The first sitting president to throw a pitch was William Howard Taft. The corpulent commander in chief might be famous for being the heaviest president in U.S. history, but he should also get the nod for starting this revered tradition on April 14, 1910.

President Taft wasn’t even scheduled to attend the game that day, and only did so to cheer himself up after a tough morning in the Oval Office. He’d met with the 42nd annual Suffragist convention earlier in the day, and it had not gone well at all. During that meeting, Taft infamously exclaimed that, if women were allowed to vote, “power might be exercised by the least desirable person.” The hostilities he understandably faced soured his day, so he headed to Washington, D.C.’s National Park for a pick-me-up.

It was a beautiful spring day, and the home town Senators were set to play the Philadelphia Athletics in front of a sold-out crowd. Before the game, Senators manager Jimmy McAleer got the bright idea for Taft to toss out the first ball. While McAleer wanted star pitcher Walter Johnson to catch the throw, the shy, reserved Johnson declined the offer. Instead, catcher Gabby Street was chosen to receive the lob.
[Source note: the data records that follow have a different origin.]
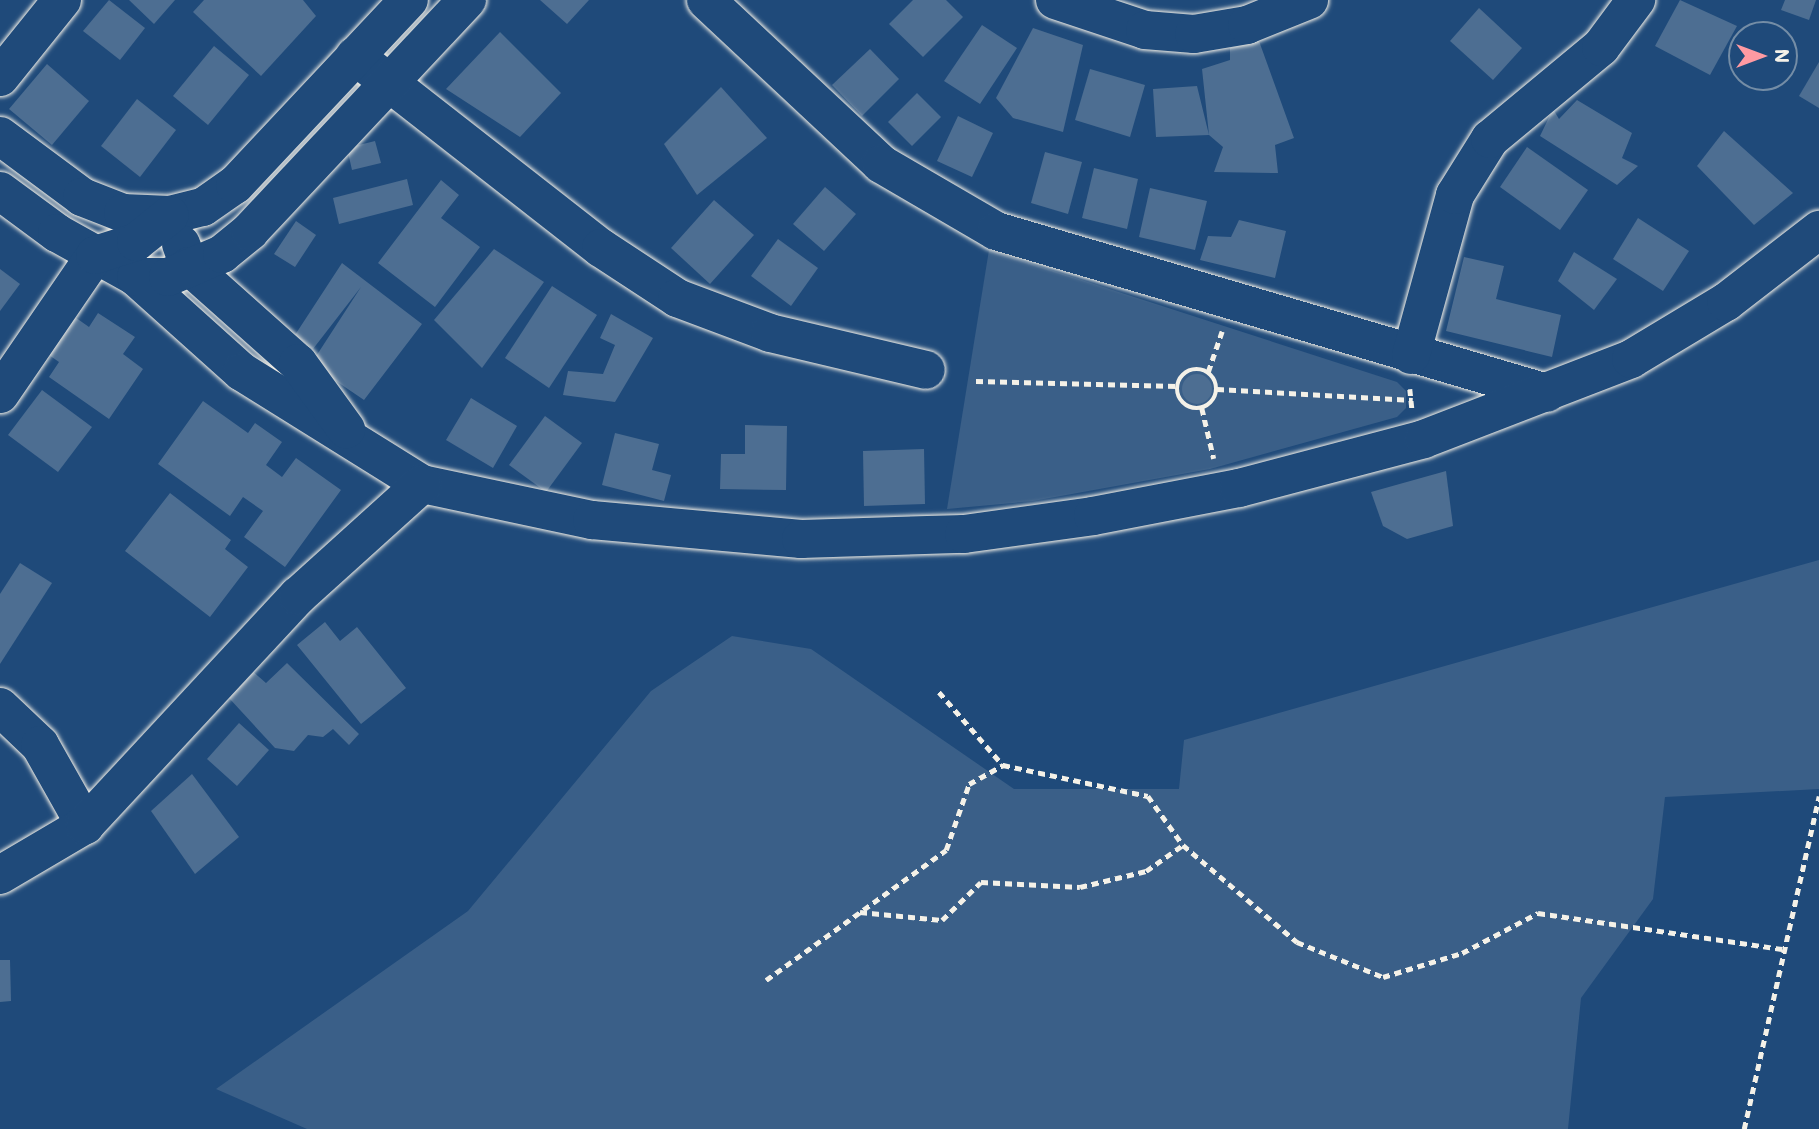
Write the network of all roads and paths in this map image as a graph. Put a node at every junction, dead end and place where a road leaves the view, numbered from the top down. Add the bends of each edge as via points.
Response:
1 (62, 0) edge
2 (409, 0) edge
3 (467, 0) edge
4 (706, 0) edge
5 (1055, 0) edge
6 (1309, 0) edge
7 (1636, 0) edge
8 (355, 56) junction
9 (0, 77) edge
10 (387, 84) junction
11 (0, 135) edge
12 (0, 191) edge
13 (170, 215) junction
14 (1819, 230) edge
15 (95, 255) junction
16 (189, 266) junction
17 (136, 277) junction
18 (1226, 321) dead end
19 (1408, 369) junction
20 (926, 370) dead end
21 (1208, 372) junction
22 (976, 381) dead end
23 (1177, 387) junction
24 (1217, 389) junction
25 (1547, 393) junction
26 (0, 394) edge
27 (1413, 400) junction
28 (1202, 408) junction
29 (1408, 416) dead end
30 (362, 451) junction
31 (1217, 470) dead end
32 (422, 484) junction
33 (939, 692) dead end
34 (0, 707) edge
35 (1003, 765) junction
36 (1819, 796) edge
37 (85, 825) junction
38 (1183, 845) junction
39 (0, 875) edge
40 (860, 912) junction
41 (1782, 949) junction
42 (766, 980) dead end
43 (1744, 1129) edge

1 - 9 street
2 - 8 street
3 - 10 street
4 - 19 street via 880,164 938,203 996,231
5 - 6 street via 1145,30 1194,34 1247,25
7 - 19 street via 1601,47 1515,116 1476,161 1455,195
8 - 10 street
8 - 13 street via 234,185 203,207
10 - 16 street via 250,231 222,254
10 - 20 street via 601,248 677,298 770,333
11 - 13 street via 82,197 123,213
12 - 15 street
13 - 15 street via 136,242
13 - 16 street
14 - 25 street via 1726,302 1643,352
15 - 17 street
15 - 26 street
16 - 17 street via 168,277
16 - 30 street via 298,363
17 - 30 street via 242,372
18 - 21 path
19 - 25 street
19 - 27 path
21 - 23 path via 1188,371
21 - 24 path
22 - 23 path
23 - 28 path via 1184,404
24 - 27 path
24 - 28 path
25 - 32 street via 1424,439 1239,488 964,534 801,539 697,531 592,520
27 - 29 path
28 - 31 path
30 - 32 street
32 - 37 street via 298,596
33 - 35 path
34 - 37 street via 40,745
35 - 38 path via 1148,796
35 - 40 path via 969,784 946,850
36 - 41 path
37 - 39 street
38 - 40 path via 1146,871 1080,887 981,882 942,920
38 - 41 path via 1297,942 1383,977 1462,953 1538,913
40 - 42 path
41 - 43 path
President William Howard Taft throwing out a ceremonial pitch.
President William Howard Taft throwing out a ceremonial pitch. (Credit: Bettmann/Getty Images)

The 300-lb POTUS stood up from his seat, grabbed the ball and got ready to hurl it towards the waiting Street. At the last minute, however, he surprised everyone when he suddenly turned and threw it at the unsuspecting Johnson. The big right-hander recovered in time to make the catch, and the crowd went wild. Taft came back and did it again in 1911, too, and a tradition was born.

In the decades following Taft, presidents tossed the ball from the stands onto the field, where players would scramble and fight for it. That tradition lasted until Richard Nixon’s administration, when years of mounting injuries sustained by the participants finally became too much. Ronald Reagan ushered in the era of the true first “pitch” at Wrigley Field in 1988, when he became the first president to toe the rubber for his ceremonial Opening Day delivery.

In the more than 100 years since, 17 sitting presidents have thrown out the first pitch on Opening Day. Thanks to his unprecedented length of time in office, Franklin D. Roosevelt holds the record, with eight appearances under his belt. Only one sitting president has left office without throwing a first pitch: Jimmy Carter. But Carter eventually crossed this off his list when he did so at Petco Park in 2004.

But perhaps the most famous presidential first pitch wasn’t on Opening Day at all. Before an emotionally-charged Game 3 of the 2001 World Series between the New York Yankees and Arizona Diamondbacks, George W. Bush threw a perfect strike in the Bronx, just six weeks after the 9/11 terrorist attacks.